A third failure is excessive recompilation due to changing shapes or static arguments.

These failures are not bugs in the idea of staging. They are consequences of phase separation.

### Design Rules

A staged AD system should make the following explicit:

```text
Which values are static?
Which values are dynamic?
Which operations are captured?
Which effects are allowed?
What determines the cache key?
Which control-flow constructs are staged?
How are residuals represented?
How do AD, batching, and compilation compose?
```

Users can reason about staged systems when these rules are stable and visible.

### Summary

Staging separates program construction from program execution. Partial evaluation executes known parts early and leaves unknown parts as generated code.

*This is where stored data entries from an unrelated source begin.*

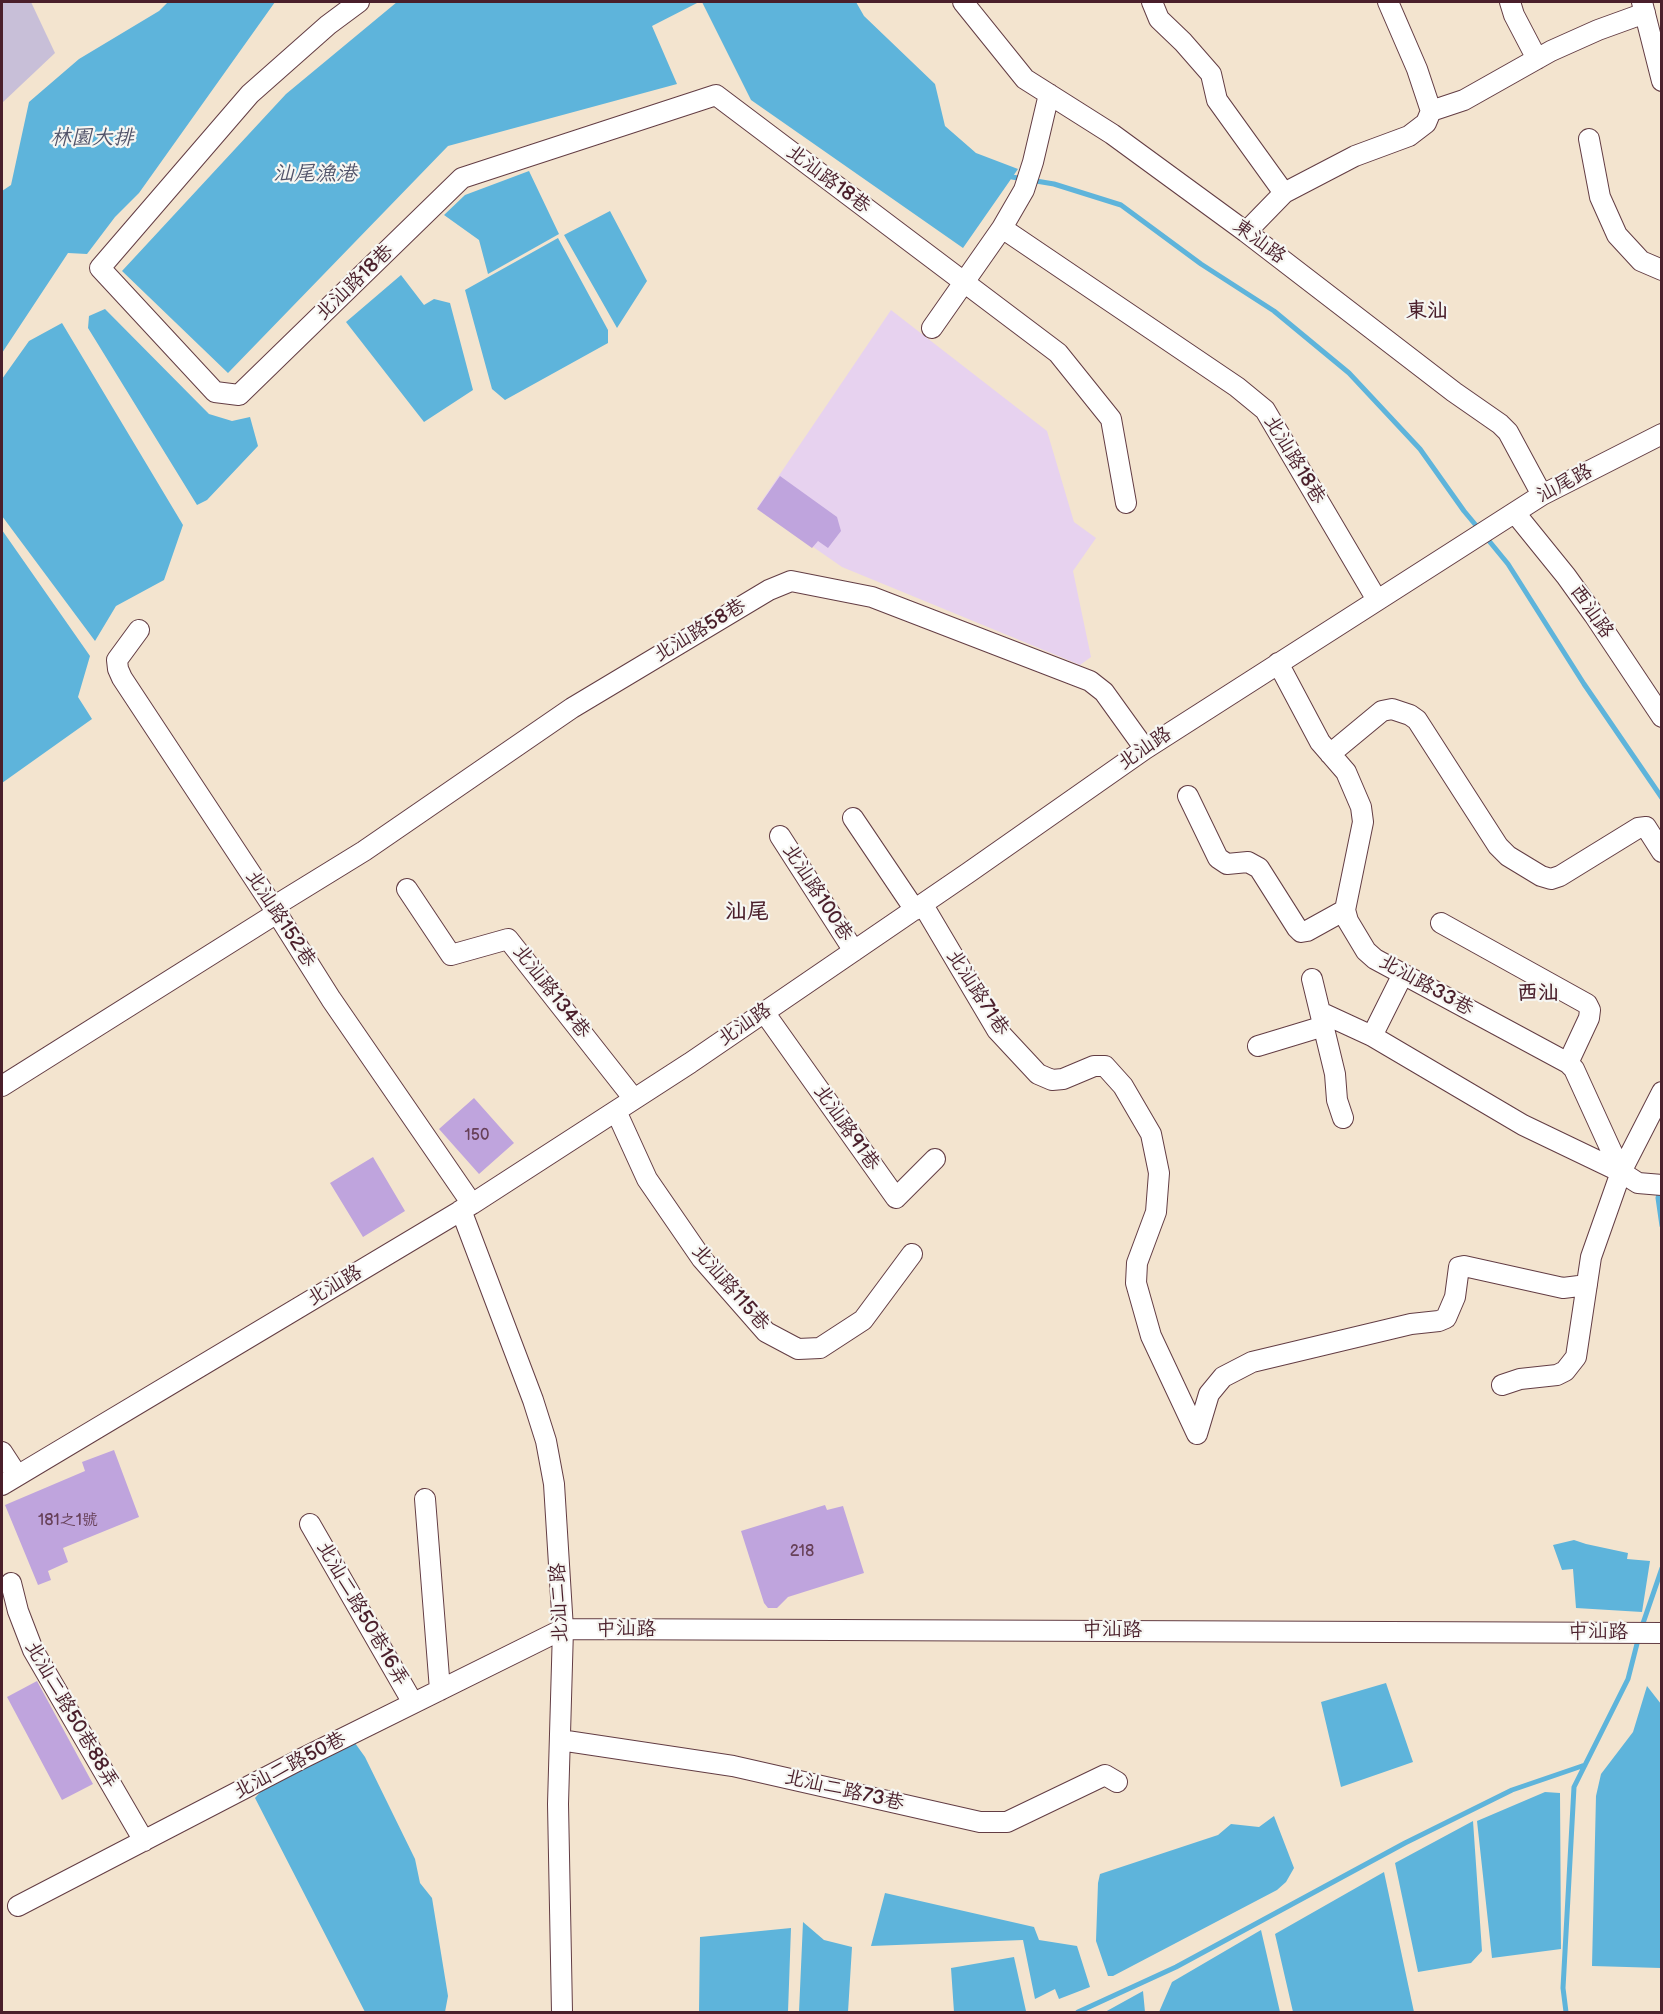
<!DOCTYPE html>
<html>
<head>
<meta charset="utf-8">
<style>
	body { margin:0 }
	#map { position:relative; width:1663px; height:2014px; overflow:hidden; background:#f3e4cf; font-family:"Balsamiq Sans",sans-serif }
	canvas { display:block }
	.frame { position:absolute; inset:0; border:3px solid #4a1f2b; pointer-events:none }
</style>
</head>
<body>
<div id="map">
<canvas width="1663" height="2014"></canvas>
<div class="frame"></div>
</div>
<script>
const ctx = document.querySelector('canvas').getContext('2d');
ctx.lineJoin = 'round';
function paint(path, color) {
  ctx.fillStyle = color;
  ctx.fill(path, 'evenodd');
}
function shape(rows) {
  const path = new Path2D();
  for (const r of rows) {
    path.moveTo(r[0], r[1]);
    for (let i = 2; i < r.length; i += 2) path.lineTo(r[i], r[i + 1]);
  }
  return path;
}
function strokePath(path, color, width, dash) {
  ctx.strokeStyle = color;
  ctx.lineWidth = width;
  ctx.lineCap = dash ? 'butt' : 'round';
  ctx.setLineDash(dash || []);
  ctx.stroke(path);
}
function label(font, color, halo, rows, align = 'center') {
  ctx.font = font + ' "Balsamiq Sans","LXGW WenKai TC",sans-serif';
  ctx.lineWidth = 4.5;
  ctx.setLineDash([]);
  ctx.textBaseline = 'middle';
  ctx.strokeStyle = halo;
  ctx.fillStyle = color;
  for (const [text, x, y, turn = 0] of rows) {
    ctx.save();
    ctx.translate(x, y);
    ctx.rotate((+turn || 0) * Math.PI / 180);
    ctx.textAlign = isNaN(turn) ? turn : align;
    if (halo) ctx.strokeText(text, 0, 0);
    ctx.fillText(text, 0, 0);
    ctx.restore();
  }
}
paint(shape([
	[891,310,1047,431,1074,522,1096,538,1073,571,1091,657,1080,665,842,567,757,508]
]), '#e7d2ef');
paint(shape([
	[2,2,31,2,55,53,2,103]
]), '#c8bfd8');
paint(shape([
	[168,2,275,2,139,193,115,217,87,254,68,253,2,353,2,191,11,185,29,102,79,59,159,11],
	[397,2,699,2,652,26,677,84,448,146,228,373,122,271,286,94],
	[702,2,856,2,864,16,935,84,945,126,976,153,1018,169,963,248,751,100],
	[529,171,559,234,488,274,479,240,444,215,465,195],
	[610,211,647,281,617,328,564,235],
	[558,238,608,330,608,343,505,400,492,389,465,290],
	[401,275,424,305,434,299,450,303,473,390,424,422,346,322],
	[105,309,209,414,232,421,250,417,258,446,207,500,197,505,88,328,89,316],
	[62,323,183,525,164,580,116,606,95,641,2,516,2,379,29,341],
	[2,530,90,656,78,697,92,719,2,783],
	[1574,1540,1586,1544,1628,1553,1627,1559,1650,1561,1642,1612,1576,1608,1573,1569,1562,1570,1553,1545],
	[1386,1683,1413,1762,1341,1787,1321,1702],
	[1647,1686,1661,1704,1661,1968,1592,1966,1596,1796,1601,1774,1633,1732],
	[355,1743,365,1757,415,1859,420,1883,432,1898,448,1996,445,2012,365,2012,255,1798,262,1790],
	[1545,1792,1560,1793,1561,1949,1492,1958,1477,1821],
	[1274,1816,1294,1868,1286,1882,1277,1890,1113,1976,1108,1976,1096,1941,1098,1883,1100,1874,1218,1835,1231,1824,1259,1827],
	[1473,1821,1482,1951,1471,1963,1418,1972,1395,1863],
	[1384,1872,1414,2012,1293,2012,1275,1934],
	[885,1893,1034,1927,1039,1940,1077,1946,1090,1987,1059,1999,1055,1989,1035,1999,1023,1940,871,1946],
	[803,1922,824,1940,852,1947,848,2012,799,2012],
	[791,1928,788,2012,699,2012,700,1937],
	[1261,1930,1280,2012,1159,2012,1172,1982],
	[1014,1957,1026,2011,954,2012,951,1968],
	[1143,1991,1145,2012,1105,2012]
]), '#5eb4db');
strokePath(shape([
	[1012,177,1054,184,1121,205,1201,264,1274,311,1349,373,1420,449,1464,511,1479,529],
	[1485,536,1508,564,1584,684,1662,798],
	[1660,1189,1658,1198,1662,1226],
	[1078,2012,1176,1967,1405,1843,1512,1790,1585,1765],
	[1566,2012,1563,1988,1574,1787,1628,1679,1640,1632,1662,1568]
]), '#5eb4db', 5);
paint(shape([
	[780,476,837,517,841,531,828,548,818,541,812,548,757,509],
	[474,1098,514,1143,479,1174,439,1129],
	[373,1157,405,1211,363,1237,330,1183],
	[114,1450,139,1517,63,1548,68,1562,48,1571,51,1580,38,1585,5,1505,85,1471,82,1462],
	[825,1505,827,1510,843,1506,864,1573,788,1597,777,1608,768,1608,764,1603,741,1531],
	[37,1681,93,1784,62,1800,7,1697]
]), '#bfa4dd');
const minor = shape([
	[359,2,328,25,250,94,100,268,215,392,239,395,462,178,716,95,1058,353,1111,419,1126,503],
	[963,2,1025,79,1112,134,1246,232,1454,392,1500,424,1508,432,1542,495],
	[1152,2,1159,19,1183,42,1211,74,1217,100,1284,193],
	[1388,2,1417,69,1431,111],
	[1510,2,1514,15,1537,59],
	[1642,2,1662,81],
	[1589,139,1600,197,1617,235,1641,261,1662,270],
	[1002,228,1237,387,1265,410,1377,600],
	[1246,232,1284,193,1355,156,1409,136,1426,123,1431,111,1464,100,1551,51,1598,30,1645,13],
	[932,328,1002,228,1024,190,1033,162,1049,94],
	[1515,513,1566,576,1594,615,1662,717],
	[139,630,117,660,118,669,122,678,273,907,331,999,472,1204],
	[1278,663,1320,742,1346,772,1361,807,1363,822,1345,910,1348,921,1366,951,1375,959,1568,1063,1574,1069,1621,1172,1638,1183,1662,1185],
	[1330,754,1382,711,1392,709,1410,715,1417,720,1498,846,1508,856,1541,876,1551,879,1560,876,1638,828,1646,827,1662,852],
	[1188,796,1218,858,1227,864,1248,862,1259,868,1297,928,1301,932,1307,931,1345,910],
	[853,818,915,910],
	[780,836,854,951],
	[407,889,451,955,508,939,634,1099],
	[923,905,997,1030,1038,1074,1052,1080,1063,1079,1094,1066,1105,1066,1123,1086,1151,1134,1159,1173,1156,1212,1137,1263,1136,1283,1151,1336,1197,1434],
	[273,907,364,851,572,708,769,590,791,581,872,597,1090,681,1104,692,1145,749],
	[1441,923,1587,1004,1590,1010,1589,1018,1568,1063],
	[1312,979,1335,1074,1337,1100,1343,1118],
	[764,1012,896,1198,935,1159],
	[1320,1012,1372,1036,1523,1125,1621,1172],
	[1372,1036,1403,974],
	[1258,1046,1324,1026],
	[2,1086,277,913],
	[616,1111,647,1179,702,1259,766,1332,798,1349,820,1348,863,1320,912,1254],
	[461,1210,533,1400,546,1441,554,1484,563,1629,558,1804,562,2012],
	[1502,1385,1520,1379,1557,1375,1565,1371,1576,1357,1591,1257,1621,1172,1662,1092],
	[1197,1434,1209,1394,1223,1377,1252,1362,1411,1324,1439,1321,1446,1318,1455,1297,1459,1267,1464,1266,1563,1288,1587,1285],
	[2,1452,17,1475],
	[2,1485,472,1204,690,1063,968,873,1145,749,1542,495,1662,434],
	[425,1499,440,1690],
	[310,1524,413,1703],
	[11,1583,18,1611,33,1650,144,1841],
	[560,1740,733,1766,980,1822,1007,1822,1105,1775,1117,1782],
	[18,1906,303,1758,563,1629,1662,1633]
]);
strokePath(minor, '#633d44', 22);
strokePath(minor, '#fff', 20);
label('16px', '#674058', null, [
	["150",477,1136],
	["181之1號",68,1521],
	["218",802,1552]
]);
label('20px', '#4a1f2b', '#f6f6f2', [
	["北汕路18巷",828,180,37],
	["東汕路",1259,242,37],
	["北汕路18巷",355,283,-44],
	["北汕路18巷",1294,460,59],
	["汕尾路",1565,484,-28],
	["西汕路",1591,612,55],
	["北汕路58巷",700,631,-31],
	["北汕路",1145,749,-34],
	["北汕路100巷",817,893,57],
	["北汕路152巷",280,919,57],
	["北汕路33巷",1426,986,29],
	["北汕路134巷",551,992,52],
	["北汕路71巷",977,993,57],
	["北汕路",745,1025,-34],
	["北汕路91巷",846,1128,55],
	["北汕路",335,1286,-31],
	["北汕路115巷",730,1288,49],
	["北汕二路",560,1603,-92],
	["北汕二路50巷16弄",362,1614,60],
	["中汕路",626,1630],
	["中汕路",1112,1631],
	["中汕路",1598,1633],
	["北汕二路50巷88弄",71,1715,60],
	["北汕二路50巷",290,1766,-27],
	["北汕二路73巷",844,1791,13]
]);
label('italic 21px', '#515369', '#f6f6f2', [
	["林園大排",92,139],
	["汕尾漁港",315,175]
]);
label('bold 21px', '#4a1f2b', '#f6f6f2', [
	["東汕",1427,312],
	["西汕",1538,994]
]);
label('bold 22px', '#4a1f2b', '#f6f6f2', [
	["汕尾",747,912]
]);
</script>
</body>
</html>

For automatic differentiation, this separation is powerful. It lets the system capture numerical programs, transform them into derivative programs, optimize them, compile them, and reuse them.

The price is a stricter execution model. Some values exist at trace time, others at run time. Some arguments are static, others dynamic. Side effects and randomness must be explicit. Control flow depending on dynamic values must be represented in the staged IR.

Staging makes AD less like a runtime trick and more like a compiler pipeline.